Furthermore, we identify another subgroup in which sensorimotor features may be the dominant disease mechanism, defined on the basis of strong objective correlation between symptoms and gastric amplitude, offering additional potential actionable biomarkers. Sensorimotor symptoms have been described in association with both visceral hypersensitivity or disorders of gastric accommodation.⁵⁷ Part of this subgroup may therefore reflect a cohort of patients with gastric hypersensitivity⁵⁸; which could be explained by a hyper-responsive enteric nervous system to non-noxious stimuli or an exaggeration of an inherent volumetric mechanoreception capacity of the stomach, which may include postinfective disorders and/or accompanying immune activation or neuromuscular injury.59, 60, 61 Gastric sensorimotor dysfunction is a common hypothesis in FD, gastroparesis, CNVS, and dumping syndrome,³⁵ and the presented amplitude-coupled symptom burden profile may select for patients where this mechanism is relevant.^17,62 Further work is now required to characterize signatures of gastric dysaccommodation in BSGM studies, so that a more specific understanding of this subgroup can be achieved.
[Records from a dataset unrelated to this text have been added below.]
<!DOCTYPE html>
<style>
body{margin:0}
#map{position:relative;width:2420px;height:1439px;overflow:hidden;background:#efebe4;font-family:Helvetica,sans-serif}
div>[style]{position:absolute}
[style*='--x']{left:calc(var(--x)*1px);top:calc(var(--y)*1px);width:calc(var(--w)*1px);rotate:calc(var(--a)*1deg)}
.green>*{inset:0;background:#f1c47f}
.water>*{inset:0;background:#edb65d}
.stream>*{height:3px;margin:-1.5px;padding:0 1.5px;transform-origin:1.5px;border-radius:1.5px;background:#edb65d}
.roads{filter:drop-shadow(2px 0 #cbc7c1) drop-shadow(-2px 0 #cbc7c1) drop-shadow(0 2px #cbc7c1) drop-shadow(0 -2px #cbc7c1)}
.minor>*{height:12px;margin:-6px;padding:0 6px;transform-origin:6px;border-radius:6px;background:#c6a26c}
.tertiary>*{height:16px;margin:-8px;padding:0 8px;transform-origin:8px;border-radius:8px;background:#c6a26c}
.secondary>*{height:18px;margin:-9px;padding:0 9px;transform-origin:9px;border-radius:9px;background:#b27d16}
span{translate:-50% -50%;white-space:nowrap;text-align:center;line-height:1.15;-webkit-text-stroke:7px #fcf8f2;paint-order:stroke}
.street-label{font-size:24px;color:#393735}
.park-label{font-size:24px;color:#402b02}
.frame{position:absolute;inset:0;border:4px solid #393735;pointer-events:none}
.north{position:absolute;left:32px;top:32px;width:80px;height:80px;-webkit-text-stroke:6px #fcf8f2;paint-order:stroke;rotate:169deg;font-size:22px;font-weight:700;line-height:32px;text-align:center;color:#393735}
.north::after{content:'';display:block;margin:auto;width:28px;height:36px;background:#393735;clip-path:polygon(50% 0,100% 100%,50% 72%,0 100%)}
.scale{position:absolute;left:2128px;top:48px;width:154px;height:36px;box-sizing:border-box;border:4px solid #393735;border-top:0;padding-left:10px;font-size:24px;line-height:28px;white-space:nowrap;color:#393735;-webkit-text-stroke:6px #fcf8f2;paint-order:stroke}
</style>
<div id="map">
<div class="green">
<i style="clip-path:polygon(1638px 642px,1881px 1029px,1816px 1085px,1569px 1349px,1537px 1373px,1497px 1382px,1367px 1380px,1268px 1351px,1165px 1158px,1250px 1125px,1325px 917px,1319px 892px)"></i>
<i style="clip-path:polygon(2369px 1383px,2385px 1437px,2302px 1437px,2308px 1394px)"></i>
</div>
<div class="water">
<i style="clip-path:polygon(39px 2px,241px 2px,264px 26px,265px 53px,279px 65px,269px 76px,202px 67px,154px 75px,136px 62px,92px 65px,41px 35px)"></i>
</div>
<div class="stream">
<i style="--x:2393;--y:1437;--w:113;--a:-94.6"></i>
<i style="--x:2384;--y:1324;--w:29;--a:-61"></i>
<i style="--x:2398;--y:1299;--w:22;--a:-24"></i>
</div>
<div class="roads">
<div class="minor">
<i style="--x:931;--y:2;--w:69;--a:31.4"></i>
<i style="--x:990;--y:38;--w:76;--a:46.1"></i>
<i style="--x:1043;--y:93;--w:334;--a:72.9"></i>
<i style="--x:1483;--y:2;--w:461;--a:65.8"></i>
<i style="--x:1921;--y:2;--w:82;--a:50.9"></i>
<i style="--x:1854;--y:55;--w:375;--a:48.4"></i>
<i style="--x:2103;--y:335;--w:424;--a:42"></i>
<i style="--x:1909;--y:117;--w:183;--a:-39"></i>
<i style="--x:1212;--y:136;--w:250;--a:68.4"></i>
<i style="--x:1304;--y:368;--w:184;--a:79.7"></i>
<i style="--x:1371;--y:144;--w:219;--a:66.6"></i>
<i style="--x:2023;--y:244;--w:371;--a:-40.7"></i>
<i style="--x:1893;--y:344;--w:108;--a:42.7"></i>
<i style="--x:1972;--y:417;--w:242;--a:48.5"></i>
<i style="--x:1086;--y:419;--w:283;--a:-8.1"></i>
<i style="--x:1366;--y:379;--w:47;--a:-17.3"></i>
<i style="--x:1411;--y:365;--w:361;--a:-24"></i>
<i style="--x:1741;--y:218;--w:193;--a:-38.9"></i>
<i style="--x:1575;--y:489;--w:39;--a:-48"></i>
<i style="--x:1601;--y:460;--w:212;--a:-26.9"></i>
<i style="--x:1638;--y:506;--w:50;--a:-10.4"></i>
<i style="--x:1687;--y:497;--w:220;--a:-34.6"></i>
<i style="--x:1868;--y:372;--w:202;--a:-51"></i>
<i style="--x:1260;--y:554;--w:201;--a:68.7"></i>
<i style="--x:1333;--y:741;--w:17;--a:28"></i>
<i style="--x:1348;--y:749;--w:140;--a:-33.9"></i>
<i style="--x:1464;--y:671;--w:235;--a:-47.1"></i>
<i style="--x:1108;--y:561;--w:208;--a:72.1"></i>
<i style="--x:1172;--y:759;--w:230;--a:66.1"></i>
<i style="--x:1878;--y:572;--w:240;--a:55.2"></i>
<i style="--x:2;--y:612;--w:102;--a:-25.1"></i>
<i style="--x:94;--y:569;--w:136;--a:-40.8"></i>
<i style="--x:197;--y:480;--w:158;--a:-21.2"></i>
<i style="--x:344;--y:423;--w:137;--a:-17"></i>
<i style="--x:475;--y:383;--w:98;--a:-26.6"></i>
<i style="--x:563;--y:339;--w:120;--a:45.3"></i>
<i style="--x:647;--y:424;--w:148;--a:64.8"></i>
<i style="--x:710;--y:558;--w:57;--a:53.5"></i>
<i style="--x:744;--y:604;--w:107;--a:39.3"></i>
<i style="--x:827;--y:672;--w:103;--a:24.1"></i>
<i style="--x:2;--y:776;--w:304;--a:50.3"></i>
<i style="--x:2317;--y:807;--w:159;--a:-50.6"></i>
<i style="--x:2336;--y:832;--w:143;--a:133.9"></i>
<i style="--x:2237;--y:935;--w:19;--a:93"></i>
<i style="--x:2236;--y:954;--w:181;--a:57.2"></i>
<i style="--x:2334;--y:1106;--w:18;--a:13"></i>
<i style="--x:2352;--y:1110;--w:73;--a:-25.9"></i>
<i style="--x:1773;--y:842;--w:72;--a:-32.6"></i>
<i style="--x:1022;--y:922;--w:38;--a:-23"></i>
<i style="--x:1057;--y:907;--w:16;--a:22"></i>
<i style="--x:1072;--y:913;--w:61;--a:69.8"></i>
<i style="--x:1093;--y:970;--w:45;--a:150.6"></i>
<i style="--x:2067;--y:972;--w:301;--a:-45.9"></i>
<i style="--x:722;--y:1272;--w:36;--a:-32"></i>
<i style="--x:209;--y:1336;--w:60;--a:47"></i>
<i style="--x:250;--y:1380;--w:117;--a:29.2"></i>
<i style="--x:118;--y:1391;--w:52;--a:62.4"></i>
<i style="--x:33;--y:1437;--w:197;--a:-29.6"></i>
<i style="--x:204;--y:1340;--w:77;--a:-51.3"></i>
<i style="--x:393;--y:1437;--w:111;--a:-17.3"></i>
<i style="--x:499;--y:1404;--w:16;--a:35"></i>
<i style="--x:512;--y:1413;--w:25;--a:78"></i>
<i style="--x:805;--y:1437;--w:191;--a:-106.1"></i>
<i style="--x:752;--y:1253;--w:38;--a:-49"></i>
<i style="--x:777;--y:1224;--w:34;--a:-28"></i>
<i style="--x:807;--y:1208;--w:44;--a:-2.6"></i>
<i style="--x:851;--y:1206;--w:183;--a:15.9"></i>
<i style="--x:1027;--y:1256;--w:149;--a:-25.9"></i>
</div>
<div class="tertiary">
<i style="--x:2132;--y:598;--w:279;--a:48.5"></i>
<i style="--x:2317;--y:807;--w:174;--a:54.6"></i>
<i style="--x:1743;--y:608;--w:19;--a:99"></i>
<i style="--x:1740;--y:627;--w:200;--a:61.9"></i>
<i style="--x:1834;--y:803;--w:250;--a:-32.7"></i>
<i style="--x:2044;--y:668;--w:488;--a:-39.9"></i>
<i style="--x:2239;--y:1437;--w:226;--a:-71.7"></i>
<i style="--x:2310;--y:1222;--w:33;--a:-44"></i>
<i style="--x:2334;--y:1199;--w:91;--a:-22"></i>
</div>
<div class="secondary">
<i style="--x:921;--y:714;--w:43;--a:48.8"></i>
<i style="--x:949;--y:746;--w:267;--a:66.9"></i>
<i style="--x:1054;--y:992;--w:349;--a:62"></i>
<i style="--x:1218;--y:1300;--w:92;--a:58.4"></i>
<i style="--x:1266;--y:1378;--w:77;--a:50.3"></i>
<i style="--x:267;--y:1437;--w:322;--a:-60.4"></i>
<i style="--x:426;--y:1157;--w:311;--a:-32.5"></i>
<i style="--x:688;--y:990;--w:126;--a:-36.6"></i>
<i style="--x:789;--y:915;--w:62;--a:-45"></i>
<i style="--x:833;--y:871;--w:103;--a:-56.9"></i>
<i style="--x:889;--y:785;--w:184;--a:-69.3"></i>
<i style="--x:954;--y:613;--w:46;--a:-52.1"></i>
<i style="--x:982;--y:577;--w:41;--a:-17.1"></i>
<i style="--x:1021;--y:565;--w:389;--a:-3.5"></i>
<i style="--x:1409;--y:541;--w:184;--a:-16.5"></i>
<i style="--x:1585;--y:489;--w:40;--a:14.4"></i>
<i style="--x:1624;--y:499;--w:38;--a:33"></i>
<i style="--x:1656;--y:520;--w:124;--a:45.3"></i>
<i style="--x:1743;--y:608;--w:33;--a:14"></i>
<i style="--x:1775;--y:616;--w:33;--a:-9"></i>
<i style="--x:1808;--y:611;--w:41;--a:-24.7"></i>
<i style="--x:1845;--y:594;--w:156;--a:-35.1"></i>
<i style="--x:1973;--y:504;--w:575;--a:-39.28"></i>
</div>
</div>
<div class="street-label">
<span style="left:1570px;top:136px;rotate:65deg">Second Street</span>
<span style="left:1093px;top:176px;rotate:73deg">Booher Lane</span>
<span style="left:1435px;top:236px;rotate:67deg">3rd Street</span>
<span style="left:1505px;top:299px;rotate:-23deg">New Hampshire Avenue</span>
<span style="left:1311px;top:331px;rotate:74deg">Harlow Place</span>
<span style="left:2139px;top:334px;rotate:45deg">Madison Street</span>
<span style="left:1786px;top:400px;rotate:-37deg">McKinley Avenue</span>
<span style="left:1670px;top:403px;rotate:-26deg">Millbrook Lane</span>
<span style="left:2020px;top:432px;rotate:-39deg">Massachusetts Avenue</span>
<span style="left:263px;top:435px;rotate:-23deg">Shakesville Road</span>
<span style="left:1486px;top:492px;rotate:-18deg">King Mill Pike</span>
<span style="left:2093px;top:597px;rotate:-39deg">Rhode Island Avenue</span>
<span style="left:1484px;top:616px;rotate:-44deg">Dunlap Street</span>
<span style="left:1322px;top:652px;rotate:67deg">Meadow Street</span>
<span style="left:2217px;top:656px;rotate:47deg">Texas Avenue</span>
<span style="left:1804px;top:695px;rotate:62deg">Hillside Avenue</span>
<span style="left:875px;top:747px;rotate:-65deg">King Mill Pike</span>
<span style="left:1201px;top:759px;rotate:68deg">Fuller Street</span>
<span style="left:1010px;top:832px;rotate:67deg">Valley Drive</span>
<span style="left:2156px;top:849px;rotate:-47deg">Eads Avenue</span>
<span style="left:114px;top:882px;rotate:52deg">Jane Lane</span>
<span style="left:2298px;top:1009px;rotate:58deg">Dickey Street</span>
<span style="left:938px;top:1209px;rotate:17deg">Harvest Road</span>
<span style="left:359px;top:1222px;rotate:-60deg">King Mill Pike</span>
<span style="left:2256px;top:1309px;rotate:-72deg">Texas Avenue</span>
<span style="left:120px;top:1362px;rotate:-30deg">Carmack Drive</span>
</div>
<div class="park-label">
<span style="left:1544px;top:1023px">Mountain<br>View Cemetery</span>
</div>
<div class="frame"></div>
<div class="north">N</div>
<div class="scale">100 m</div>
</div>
Several limitations are noted regarding this study. Some subgroups introduced in this study were relatively uncommon, specifically the meal-relieved, activity-relieved, and postgastric phenotypes, and hence further work is required to validate and assess their significance. For example, the ‘long lag’ observation in the spectrograms of patients with the activity-relieved phenotype could be objectively interrogated against a meal response reference range, to determine if this is a distinct disease biomarker. Furthermore, a minority of patients remained uncharacterized after spectral analyses and symptom profiling was applied; however, additional analytical approaches targeting the spatial propagation of gastric slow waves and the temporal dynamics of the gastric amplitude curve, as it relates to gastric motility, are expected to elucidate further phenotypes in future. Additionally, it is known that disordered fundic accommodation occurs in a fifth of patients with chronic gastroduodenal symptoms possibly comprising another mechanistic phenotype not measured here.⁶³ Much like other disease classification systems,^4,64 the proposed BSGM classification scheme will be iterated upon to improve patient classification. Additionally, gastric emptying status was not systematically assessed as part of this large cohort of patients from the community. Gastric emptying and BSGM measure different aspects of gastric function (with gastric emptying being insensitive to neuromuscular pathologies), and because gastric emptying is labile over time, we consider it preferable to perform both studies simultaneously in dedicated studies for valid comparisons of the 2 tests.^23,65

In conclusion, this study presents and evaluates a novel classification scheme for gastroduodenal disorders, based on Gastric Alimetry testing and proposed underlying disease mechanisms. Given the novel phenotypes demonstrate strong and distinctive correlations with chronic symptom severity, psychological factors, and quality of life, they offer a useful adjunct in the diagnostic pathways of patients with chronic gastroduodenal symptoms. The scheme is now being applied clinically and in therapeutic trials.